● **Stored data entries**
-- Opening Marker --

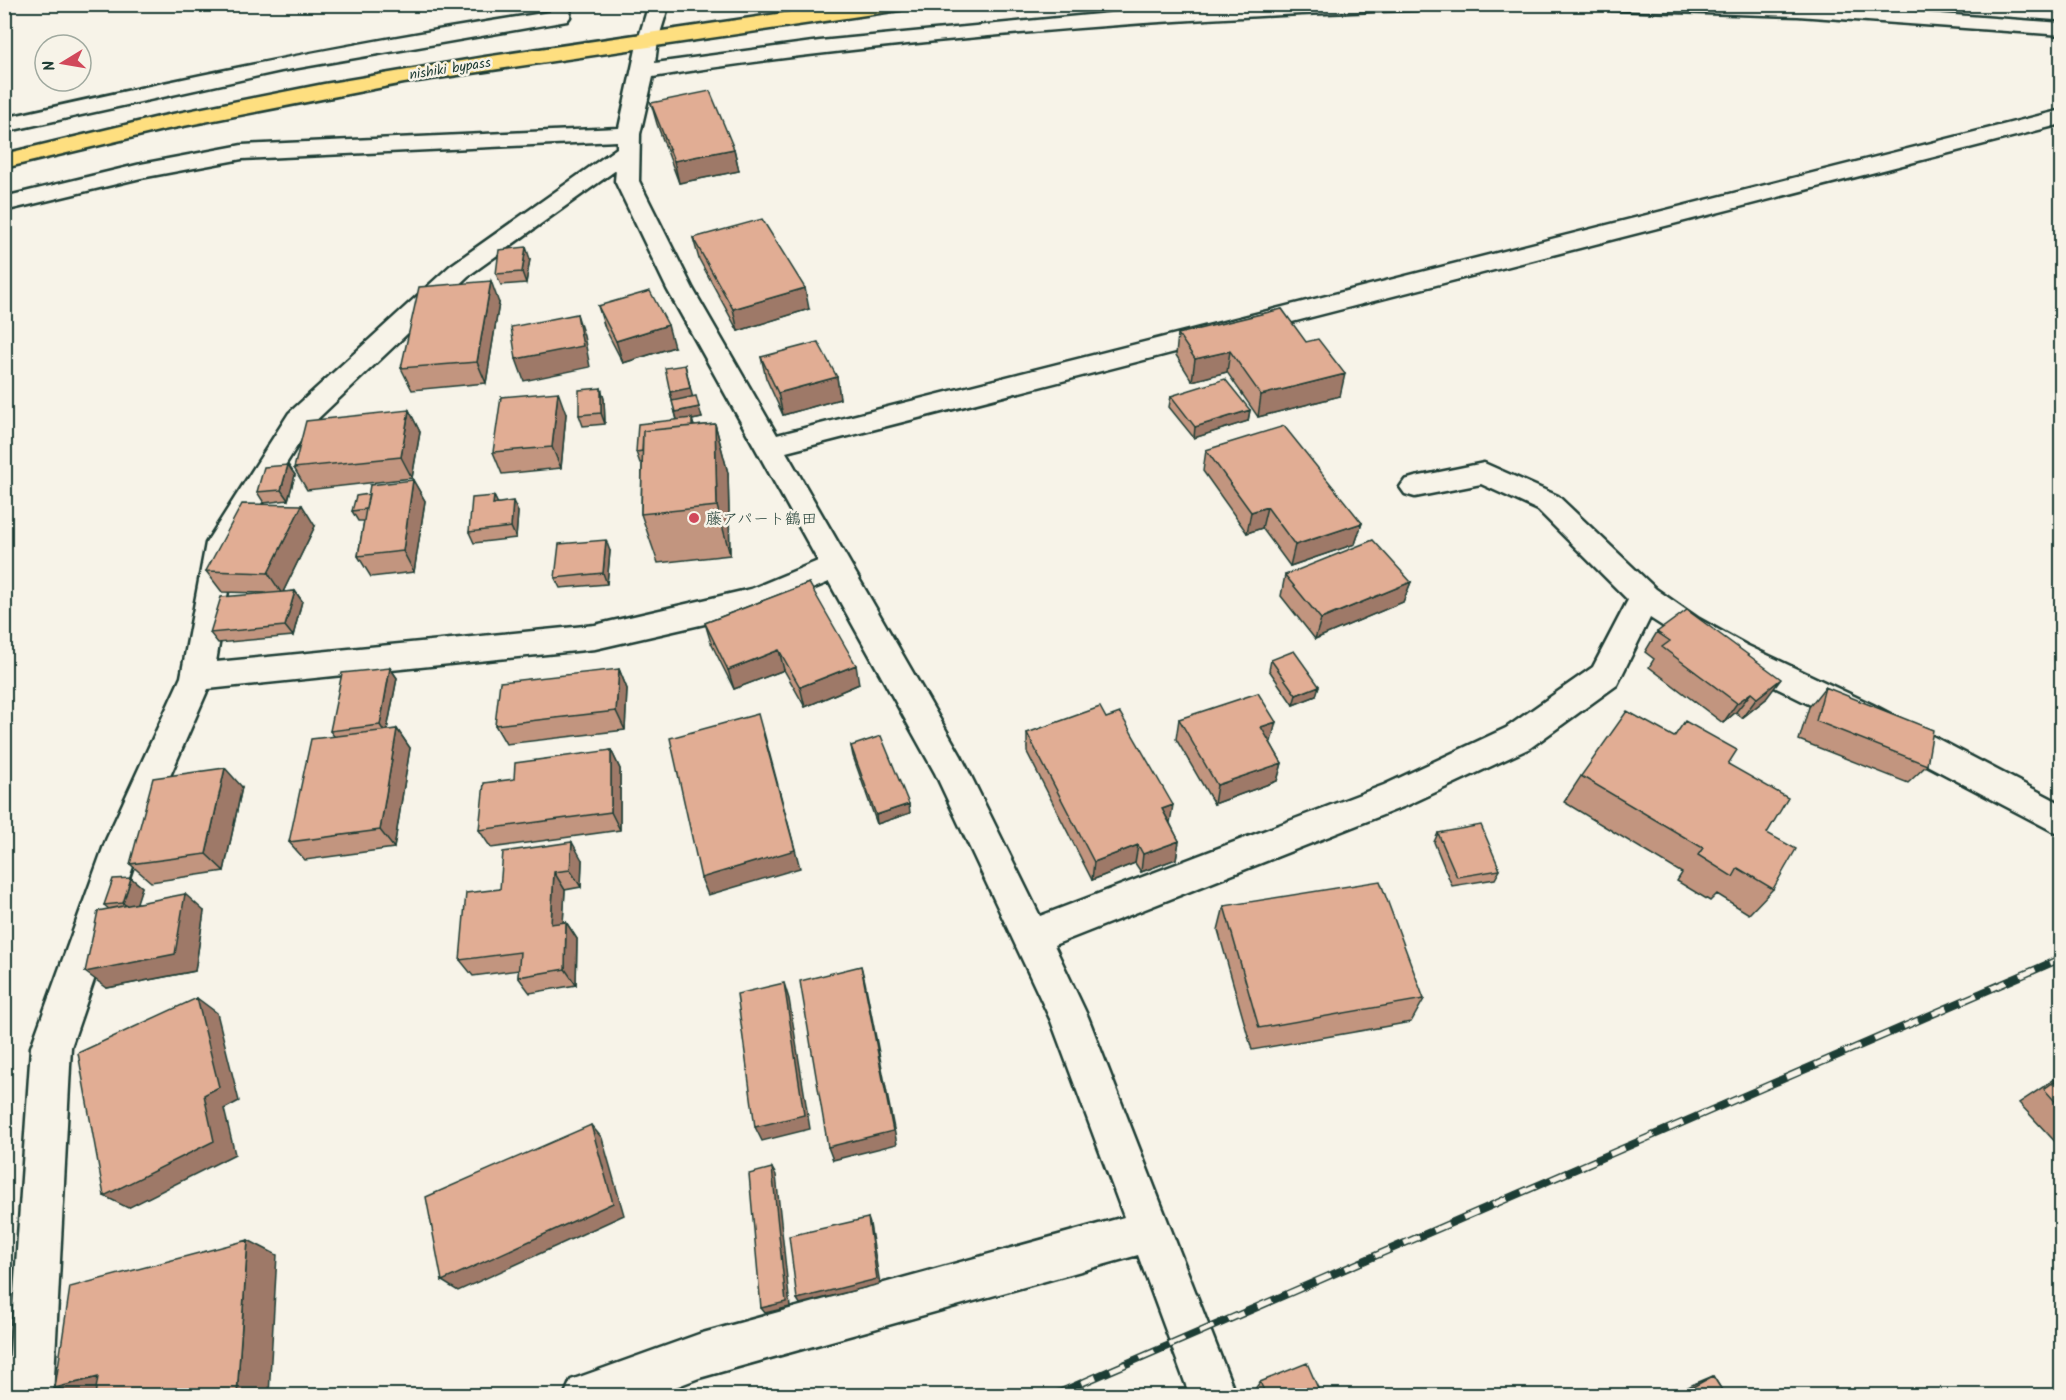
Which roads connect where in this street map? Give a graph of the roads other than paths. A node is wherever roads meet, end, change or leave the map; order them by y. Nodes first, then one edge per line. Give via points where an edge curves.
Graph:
1 (561, 4) edge
2 (659, 4) edge
3 (900, 4) edge
4 (1416, 4) edge
5 (1612, 4) edge
6 (2055, 4) edge
7 (2061, 5) edge
8 (2061, 29) edge
9 (648, 40) junction
10 (643, 72) junction
11 (2061, 117) edge
12 (4, 125) edge
13 (628, 142) junction
14 (4, 161) edge
15 (4, 204) edge
16 (767, 447) junction
17 (1415, 486) dead end
18 (835, 567) junction
19 (1645, 597) junction
20 (197, 677) junction
21 (2061, 821) edge
22 (1031, 937) junction
23 (1149, 1231) junction
24 (30, 1395) edge
25 (586, 1395) edge
26 (1213, 1395) edge

1 - 12 street via 560,17 252,72
2 - 9 street
3 - 9 highway, nishiki bypass
4 - 10 street via 1033,24 854,43
5 - 8 street via 1798,10
6 - 7 highway
9 - 10 street
9 - 14 highway, nishiki bypass via 315,90
10 - 13 street
11 - 16 street
13 - 15 street via 242,152
13 - 16 street via 627,181 680,289
13 - 20 street via 459,271 299,420 221,543
16 - 18 street
17 - 19 street via 1484,473 1548,503
18 - 20 street via 757,600 595,637
18 - 22 street via 949,766
19 - 21 street via 1669,617 1740,656
19 - 22 street via 1605,676 1518,738 1396,795
20 - 24 street via 124,840 51,1047
22 - 23 street via 1069,1017
23 - 25 street via 699,1356
23 - 26 street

-- Closing Marker --

● **Exercise objective**
The records need to be restated word for word, minus any images.

● **Answer for the task**
Which roads connect where in this street map? Give a graph of the roads other than paths. A node is wherever roads meet, end, change or leave the map; order them by y. Nodes first, then one edge per line. Give via points where an edge curves.
Graph:
1 (561, 4) edge
2 (659, 4) edge
3 (900, 4) edge
4 (1416, 4) edge
5 (1612, 4) edge
6 (2055, 4) edge
7 (2061, 5) edge
8 (2061, 29) edge
9 (648, 40) junction
10 (643, 72) junction
11 (2061, 117) edge
12 (4, 125) edge
13 (628, 142) junction
14 (4, 161) edge
15 (4, 204) edge
16 (767, 447) junction
17 (1415, 486) dead end
18 (835, 567) junction
19 (1645, 597) junction
20 (197, 677) junction
21 (2061, 821) edge
22 (1031, 937) junction
23 (1149, 1231) junction
24 (30, 1395) edge
25 (586, 1395) edge
26 (1213, 1395) edge

1 - 12 street via 560,17 252,72
2 - 9 street
3 - 9 highway, nishiki bypass
4 - 10 street via 1033,24 854,43
5 - 8 street via 1798,10
6 - 7 highway
9 - 10 street
9 - 14 highway, nishiki bypass via 315,90
10 - 13 street
11 - 16 street
13 - 15 street via 242,152
13 - 16 street via 627,181 680,289
13 - 20 street via 459,271 299,420 221,543
16 - 18 street
17 - 19 street via 1484,473 1548,503
18 - 20 street via 757,600 595,637
18 - 22 street via 949,766
19 - 21 street via 1669,617 1740,656
19 - 22 street via 1605,676 1518,738 1396,795
20 - 24 street via 124,840 51,1047
22 - 23 street via 1069,1017
23 - 25 street via 699,1356
23 - 26 street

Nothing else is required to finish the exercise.